Section 2. Section 4.2 is hereby amended to read in full as follows:
     (a) If any mutilated Certificate is surrendered to the Transfer Agent, the appropriate officers of the general partner of the General Partner on behalf of the Partnership shall execute, and the Transfer Agent shall countersign and deliver in exchange therefor, a new Certificate, or shall deliver other evidence of the issuance of uncertificated Units, evidencing the same number and type of Partnership Securities as the Certificate so surrendered.
     (b) The appropriate officers of the general partner of the General Partner on behalf of the Partnership shall execute and deliver, and the Transfer Agent shall countersign a new Certificate, or shall deliver other evidence of the issuance of uncertificated Units, in place of any Certificate previously issued if the Record Holder of the Certificate:
     (i) makes proof by affidavit, in form and substance satisfactory to the Partnership, that a previously issued Certificate has been lost, destroyed or stolen;
     (ii) requests the issuance of a new Certificate, or other evidence of the issuance of uncertificated Units, before the Partnership has notice that the Certificate has been acquired by a purchaser for value in good faith and without notice of an adverse claim;
     (iii) if requested by the Partnership, delivers to the Partnership a bond, in form and substance satisfactory to the Partnership, with surety or sureties and with fixed or open penalty as the Partnership may reasonably direct, in its sole discretion, to indemnify the Partnership, the Partners, the General Partner and the Transfer Agent against any claim that may be made on account of the alleged loss, destruction or theft of the Certificate; and
     (iv) satisfies any other reasonable requirements imposed by the Partnership.

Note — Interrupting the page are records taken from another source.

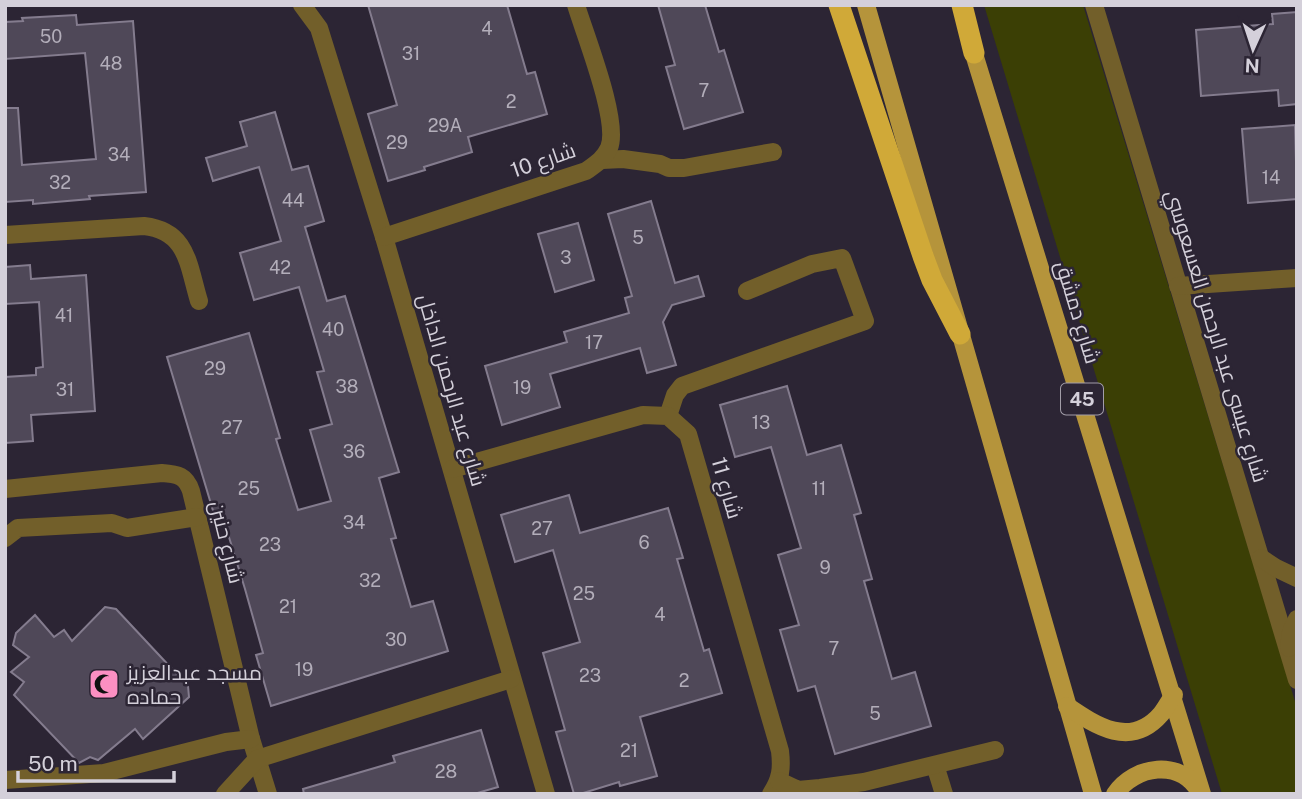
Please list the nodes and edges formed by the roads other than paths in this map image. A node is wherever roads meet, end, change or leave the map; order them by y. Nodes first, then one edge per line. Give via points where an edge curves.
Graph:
1 (302, 5) edge
2 (576, 5) edge
3 (839, 5) edge
4 (866, 5) edge
5 (960, 5) edge
6 (1094, 5) edge
7 (974, 53) joint
8 (773, 152) dead end
9 (602, 160) junction
10 (5, 235) edge
11 (384, 237) junction
12 (1297, 278) edge
13 (1178, 286) junction
14 (747, 292) dead end
15 (199, 301) dead end
16 (960, 334) junction
17 (668, 416) junction
18 (452, 468) junction
19 (5, 489) edge
20 (197, 517) junction
21 (5, 538) edge
22 (1261, 558) junction
23 (1297, 578) edge
24 (1297, 619) edge
25 (1288, 651) junction
26 (511, 679) junction
27 (1297, 680) edge
28 (1174, 695) junction
29 (1067, 706) junction
30 (251, 739) junction
31 (995, 750) dead end
32 (257, 759) junction
33 (935, 765) junction
34 (5, 780) edge
35 (775, 787) edge
36 (225, 794) edge
37 (268, 794) edge
38 (546, 794) edge
39 (944, 794) edge
40 (1093, 794) edge
41 (1115, 794) edge
42 (1202, 794) edge

1 - 11 street, شارع عبد الرحمن الداخل via 319,28
2 - 9 street, شارع 10 via 610,115 610,146
3 - 16 highway via 932,280
4 - 16 main road
5 - 7 highway
6 - 13 street, شارع عيسى عبد الرحمن العسعوسي
7 - 28 main road, شارع دمشق / 45
8 - 9 street via 684,168
9 - 11 street, شارع 10 via 586,171
10 - 15 street via 155,227 183,246
11 - 18 street, شارع عبد الرحمن الداخل
12 - 13 street
13 - 22 street, شارع عيسى عبد الرحمن العسعوسي
14 - 17 street via 811,264 842,258 865,321 682,386
16 - 29 main road
17 - 18 street via 643,415
17 - 35 street, شارع 11 via 688,434 780,751 782,768
18 - 26 street, شارع عبد الرحمن الداخل
19 - 20 street, شارع حنين via 175,473 188,483
20 - 21 street via 127,528 112,523 18,528
20 - 30 street, شارع حنين
22 - 23 street
22 - 25 street, شارع عيسى عبد الرحمن العسعوسي
24 - 25 street
25 - 27 street, شارع عيسى عبد الرحمن العسعوسي
26 - 32 street
26 - 38 street, شارع عبد الرحمن الداخل
28 - 29 main road via 1152,722 1127,732 1101,728
28 - 42 main road, شارع دمشق / 45
29 - 40 main road
30 - 32 street, شارع حنين
30 - 34 street via 104,773
31 - 33 street
32 - 36 street
32 - 37 street, شارع حنين
33 - 35 street via 864,782 798,790
33 - 39 street
41 - 42 main road via 1131,777 1156,769 1182,774 1194,781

     If a Limited Partner or Assignee fails to notify the Partnership within a reasonable time after he has notice of the loss, destruction or theft of a Certificate, and a transfer of the Limited Partner Interests represented by the Certificate is registered before the Partnership, the General Partner or the Transfer Agent receives such notification, the Limited Partner or Assignee shall be precluded from making any claim against the Partnership, the General Partner or the Transfer Agent for such transfer or for a new Certificate, or other evidence of the issuance of uncertificated Units.
     (c) As a condition to the issuance of any new Certificate, or other evidence of the issuance of uncertificated Units, under this Section 4.2, the Partnership may require the payment of a sum sufficient to cover any tax or other governmental charge that may be imposed in relation thereto and any other expenses (including the fees and expenses of the Transfer Agent) reasonably connected therewith.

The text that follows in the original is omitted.